End-to-Same-End Encryption: Modularly Augmenting an App with an Efficient, Portable, and Blind Cloud Storage

Authors: 

Long Chen, Institute of Software, Chinese Academy of Sciences; Ya-Nan Li and Qiang Tang, The University of Sydney; Moti Yung, Google & Columbia University

Abstract: 

The cloud has become pervasive, and we ask: how can we protect cloud data against the cloud itself? For messaging Apps, facilitating user-to-user private communication via a cloud server, security has been formulated and solved efficiently via End-to-End encryption, building on existing channels between end-users via servers (i.e., exploiting TLS, certificates, and encryption, without the need to program new primitives). However, the analogous problem for Apps employing servers for storing and retrieving end-user data privately, solving the analogous "privacy from the server itself" (cloud-blind storage) where (1) based on existing messaging/infrastructure and (2) allowing user mobility, is, in fact, still open. Existing proposals, like password protected secret sharing (PPSS), target end-to-same-end encryption of storage, but need new protocols, whereas most popular commercial cloud storage services are not programmable. Namely, they lack the simplicity needed for being portable over any cloud storage service.

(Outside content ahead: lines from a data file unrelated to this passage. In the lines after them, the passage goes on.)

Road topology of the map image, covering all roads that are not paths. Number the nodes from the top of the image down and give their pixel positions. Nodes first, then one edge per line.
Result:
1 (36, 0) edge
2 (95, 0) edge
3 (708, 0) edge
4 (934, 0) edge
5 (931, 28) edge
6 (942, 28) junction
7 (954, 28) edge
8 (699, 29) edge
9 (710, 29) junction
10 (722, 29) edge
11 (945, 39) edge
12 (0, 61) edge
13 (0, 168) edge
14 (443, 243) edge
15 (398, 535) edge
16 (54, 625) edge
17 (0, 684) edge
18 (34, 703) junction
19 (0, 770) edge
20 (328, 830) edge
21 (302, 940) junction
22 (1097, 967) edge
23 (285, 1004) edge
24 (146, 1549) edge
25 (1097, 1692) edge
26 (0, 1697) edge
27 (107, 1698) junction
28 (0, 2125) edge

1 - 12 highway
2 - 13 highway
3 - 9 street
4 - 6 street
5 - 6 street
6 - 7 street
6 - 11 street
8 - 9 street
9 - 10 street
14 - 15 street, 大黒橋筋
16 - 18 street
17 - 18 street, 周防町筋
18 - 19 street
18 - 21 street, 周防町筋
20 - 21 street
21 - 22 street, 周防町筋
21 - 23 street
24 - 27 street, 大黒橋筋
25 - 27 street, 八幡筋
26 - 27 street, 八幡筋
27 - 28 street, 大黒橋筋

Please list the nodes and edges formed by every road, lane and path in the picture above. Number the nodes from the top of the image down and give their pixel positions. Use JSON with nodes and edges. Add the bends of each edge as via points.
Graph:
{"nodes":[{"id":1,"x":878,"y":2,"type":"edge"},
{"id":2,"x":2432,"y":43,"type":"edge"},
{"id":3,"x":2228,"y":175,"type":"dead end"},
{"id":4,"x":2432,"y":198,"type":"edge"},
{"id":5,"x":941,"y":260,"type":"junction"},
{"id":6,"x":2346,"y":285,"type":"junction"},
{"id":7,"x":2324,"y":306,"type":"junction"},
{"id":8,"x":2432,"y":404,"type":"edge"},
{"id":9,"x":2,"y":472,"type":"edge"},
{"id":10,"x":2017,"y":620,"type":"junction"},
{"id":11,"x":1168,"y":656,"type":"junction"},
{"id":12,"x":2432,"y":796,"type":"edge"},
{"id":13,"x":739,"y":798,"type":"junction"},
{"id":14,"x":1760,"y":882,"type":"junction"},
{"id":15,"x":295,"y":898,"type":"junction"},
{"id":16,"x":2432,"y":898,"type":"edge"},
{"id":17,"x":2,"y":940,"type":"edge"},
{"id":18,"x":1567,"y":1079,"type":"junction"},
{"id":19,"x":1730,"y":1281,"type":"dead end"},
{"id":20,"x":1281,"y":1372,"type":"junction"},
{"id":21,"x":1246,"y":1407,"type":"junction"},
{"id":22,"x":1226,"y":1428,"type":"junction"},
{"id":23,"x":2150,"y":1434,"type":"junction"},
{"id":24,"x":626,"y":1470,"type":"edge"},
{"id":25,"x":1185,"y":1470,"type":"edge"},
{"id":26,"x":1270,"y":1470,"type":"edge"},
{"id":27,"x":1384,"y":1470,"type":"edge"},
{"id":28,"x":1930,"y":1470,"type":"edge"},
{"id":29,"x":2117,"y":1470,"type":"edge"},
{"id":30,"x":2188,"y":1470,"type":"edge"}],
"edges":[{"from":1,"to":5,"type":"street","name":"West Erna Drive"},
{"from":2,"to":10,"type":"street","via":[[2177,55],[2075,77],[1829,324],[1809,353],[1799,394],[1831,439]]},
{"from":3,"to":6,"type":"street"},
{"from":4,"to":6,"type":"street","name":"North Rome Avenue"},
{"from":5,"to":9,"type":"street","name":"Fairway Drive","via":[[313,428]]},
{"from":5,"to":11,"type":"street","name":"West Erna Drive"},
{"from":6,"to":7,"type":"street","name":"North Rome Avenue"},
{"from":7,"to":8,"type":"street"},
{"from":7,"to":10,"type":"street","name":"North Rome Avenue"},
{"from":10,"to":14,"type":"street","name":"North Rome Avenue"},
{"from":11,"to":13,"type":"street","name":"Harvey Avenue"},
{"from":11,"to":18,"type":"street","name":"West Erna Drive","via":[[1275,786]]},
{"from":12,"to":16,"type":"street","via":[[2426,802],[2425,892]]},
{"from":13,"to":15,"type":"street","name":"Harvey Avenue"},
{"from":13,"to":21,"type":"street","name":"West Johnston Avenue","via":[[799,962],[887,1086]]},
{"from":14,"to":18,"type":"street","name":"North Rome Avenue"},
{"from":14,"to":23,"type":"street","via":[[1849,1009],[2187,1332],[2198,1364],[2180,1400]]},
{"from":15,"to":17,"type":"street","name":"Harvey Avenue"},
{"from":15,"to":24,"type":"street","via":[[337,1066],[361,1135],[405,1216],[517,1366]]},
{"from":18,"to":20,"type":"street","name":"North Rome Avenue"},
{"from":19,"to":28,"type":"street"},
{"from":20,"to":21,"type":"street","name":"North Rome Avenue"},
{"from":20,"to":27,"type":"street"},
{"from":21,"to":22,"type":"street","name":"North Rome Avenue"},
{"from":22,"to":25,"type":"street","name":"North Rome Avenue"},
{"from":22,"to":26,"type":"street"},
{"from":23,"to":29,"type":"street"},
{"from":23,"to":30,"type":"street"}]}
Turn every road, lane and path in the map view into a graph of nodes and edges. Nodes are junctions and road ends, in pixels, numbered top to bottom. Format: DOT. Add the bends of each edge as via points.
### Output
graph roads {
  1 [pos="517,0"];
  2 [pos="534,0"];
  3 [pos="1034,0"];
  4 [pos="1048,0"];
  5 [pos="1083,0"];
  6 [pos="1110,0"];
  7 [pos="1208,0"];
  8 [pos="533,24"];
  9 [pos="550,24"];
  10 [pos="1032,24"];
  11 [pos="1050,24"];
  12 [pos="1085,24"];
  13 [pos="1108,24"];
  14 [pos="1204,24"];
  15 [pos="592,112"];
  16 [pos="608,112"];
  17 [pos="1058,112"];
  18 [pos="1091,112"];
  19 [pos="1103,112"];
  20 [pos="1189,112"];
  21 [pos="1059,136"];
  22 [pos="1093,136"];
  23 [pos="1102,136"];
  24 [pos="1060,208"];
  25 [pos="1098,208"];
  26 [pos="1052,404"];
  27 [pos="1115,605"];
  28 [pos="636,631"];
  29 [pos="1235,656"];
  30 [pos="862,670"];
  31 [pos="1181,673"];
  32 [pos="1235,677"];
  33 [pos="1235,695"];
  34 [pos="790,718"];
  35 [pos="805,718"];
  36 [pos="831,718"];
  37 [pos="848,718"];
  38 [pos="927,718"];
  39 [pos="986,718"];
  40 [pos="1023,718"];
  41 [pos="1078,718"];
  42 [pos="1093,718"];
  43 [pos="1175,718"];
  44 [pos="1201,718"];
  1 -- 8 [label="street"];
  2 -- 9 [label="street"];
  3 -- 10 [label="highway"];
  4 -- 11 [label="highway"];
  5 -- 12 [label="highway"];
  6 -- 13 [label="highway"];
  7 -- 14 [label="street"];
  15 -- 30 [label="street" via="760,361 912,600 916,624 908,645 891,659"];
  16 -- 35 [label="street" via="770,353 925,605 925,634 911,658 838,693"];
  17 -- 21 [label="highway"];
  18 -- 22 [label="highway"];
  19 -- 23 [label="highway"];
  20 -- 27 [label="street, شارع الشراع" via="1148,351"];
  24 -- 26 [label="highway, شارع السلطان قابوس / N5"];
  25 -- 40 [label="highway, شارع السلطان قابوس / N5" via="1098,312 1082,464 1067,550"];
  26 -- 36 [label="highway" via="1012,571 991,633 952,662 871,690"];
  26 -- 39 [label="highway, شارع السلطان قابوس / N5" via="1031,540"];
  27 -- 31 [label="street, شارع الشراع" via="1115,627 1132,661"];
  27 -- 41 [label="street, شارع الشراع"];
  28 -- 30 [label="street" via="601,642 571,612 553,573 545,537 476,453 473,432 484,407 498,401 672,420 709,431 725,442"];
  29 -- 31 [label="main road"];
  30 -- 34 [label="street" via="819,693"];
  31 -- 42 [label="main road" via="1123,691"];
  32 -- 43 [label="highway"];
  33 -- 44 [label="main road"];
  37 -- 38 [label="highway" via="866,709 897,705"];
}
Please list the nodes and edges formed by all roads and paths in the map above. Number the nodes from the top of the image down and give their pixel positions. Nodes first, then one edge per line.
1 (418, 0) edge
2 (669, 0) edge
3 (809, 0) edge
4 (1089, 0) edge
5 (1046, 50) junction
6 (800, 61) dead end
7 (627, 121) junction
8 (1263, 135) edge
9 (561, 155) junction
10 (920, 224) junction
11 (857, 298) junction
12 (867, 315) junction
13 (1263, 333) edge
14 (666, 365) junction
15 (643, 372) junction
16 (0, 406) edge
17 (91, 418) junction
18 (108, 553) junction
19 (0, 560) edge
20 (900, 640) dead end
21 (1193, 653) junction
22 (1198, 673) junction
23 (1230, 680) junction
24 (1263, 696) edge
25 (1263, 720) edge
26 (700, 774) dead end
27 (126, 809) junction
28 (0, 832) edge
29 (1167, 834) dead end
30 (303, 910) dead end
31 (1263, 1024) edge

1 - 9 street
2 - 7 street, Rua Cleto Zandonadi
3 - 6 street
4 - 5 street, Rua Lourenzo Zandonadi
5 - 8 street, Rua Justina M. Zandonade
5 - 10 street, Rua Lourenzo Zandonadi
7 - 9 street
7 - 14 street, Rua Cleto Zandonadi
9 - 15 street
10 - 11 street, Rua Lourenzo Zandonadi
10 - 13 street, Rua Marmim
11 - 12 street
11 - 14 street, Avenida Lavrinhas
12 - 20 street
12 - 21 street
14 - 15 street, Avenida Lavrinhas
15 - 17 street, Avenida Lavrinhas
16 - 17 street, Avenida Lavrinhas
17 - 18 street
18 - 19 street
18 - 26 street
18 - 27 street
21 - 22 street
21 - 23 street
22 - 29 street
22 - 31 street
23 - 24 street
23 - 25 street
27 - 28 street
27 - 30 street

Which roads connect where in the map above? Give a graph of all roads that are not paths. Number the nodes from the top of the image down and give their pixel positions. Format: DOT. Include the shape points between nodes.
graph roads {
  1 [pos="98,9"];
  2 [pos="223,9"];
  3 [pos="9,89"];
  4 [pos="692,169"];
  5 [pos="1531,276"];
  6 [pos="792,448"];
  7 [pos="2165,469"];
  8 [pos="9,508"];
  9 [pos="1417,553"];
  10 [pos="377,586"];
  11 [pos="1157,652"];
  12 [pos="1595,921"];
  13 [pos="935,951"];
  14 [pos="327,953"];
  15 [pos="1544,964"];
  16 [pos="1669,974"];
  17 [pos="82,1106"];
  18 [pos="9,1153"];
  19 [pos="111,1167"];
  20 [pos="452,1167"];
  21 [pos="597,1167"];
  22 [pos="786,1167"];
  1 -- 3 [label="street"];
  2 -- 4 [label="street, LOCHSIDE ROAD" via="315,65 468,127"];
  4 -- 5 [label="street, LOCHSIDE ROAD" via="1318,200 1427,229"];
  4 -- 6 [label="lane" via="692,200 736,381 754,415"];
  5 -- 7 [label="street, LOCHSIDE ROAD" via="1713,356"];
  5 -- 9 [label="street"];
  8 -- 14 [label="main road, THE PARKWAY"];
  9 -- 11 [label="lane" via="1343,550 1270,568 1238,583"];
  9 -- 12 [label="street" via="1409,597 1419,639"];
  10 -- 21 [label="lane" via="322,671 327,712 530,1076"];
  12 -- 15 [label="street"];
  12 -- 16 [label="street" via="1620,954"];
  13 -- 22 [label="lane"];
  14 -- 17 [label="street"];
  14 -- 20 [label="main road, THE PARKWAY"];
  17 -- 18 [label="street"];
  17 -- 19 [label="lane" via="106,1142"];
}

Here, we propose a novel system for storing private data in the cloud storage with the help of a key server (necessary given the requirements). In our system, the user data will be secure from any of: the cloud server, the key server, or any illegitimate users, while the authenticated user can access the data on any devices just via a correct passphrase. The most attractive feature of our system is that it does not require the cloud storage server to support any newly programmable operations, except the existing client login and the data storing. Moreover, our system is simply built on top of the existing App password login system, so the user only needs one passphrase to login the App and access his secure storage. The security of our protocol, in turn, is proved under our rigorous models, and the efficiency is further demonstrated by real-world network experiments over Amazon S3. We remark that a very preliminary variant, based on our principles, was deployed by Snapchat in their My Eyes Only module, serving hundreds of millions of users!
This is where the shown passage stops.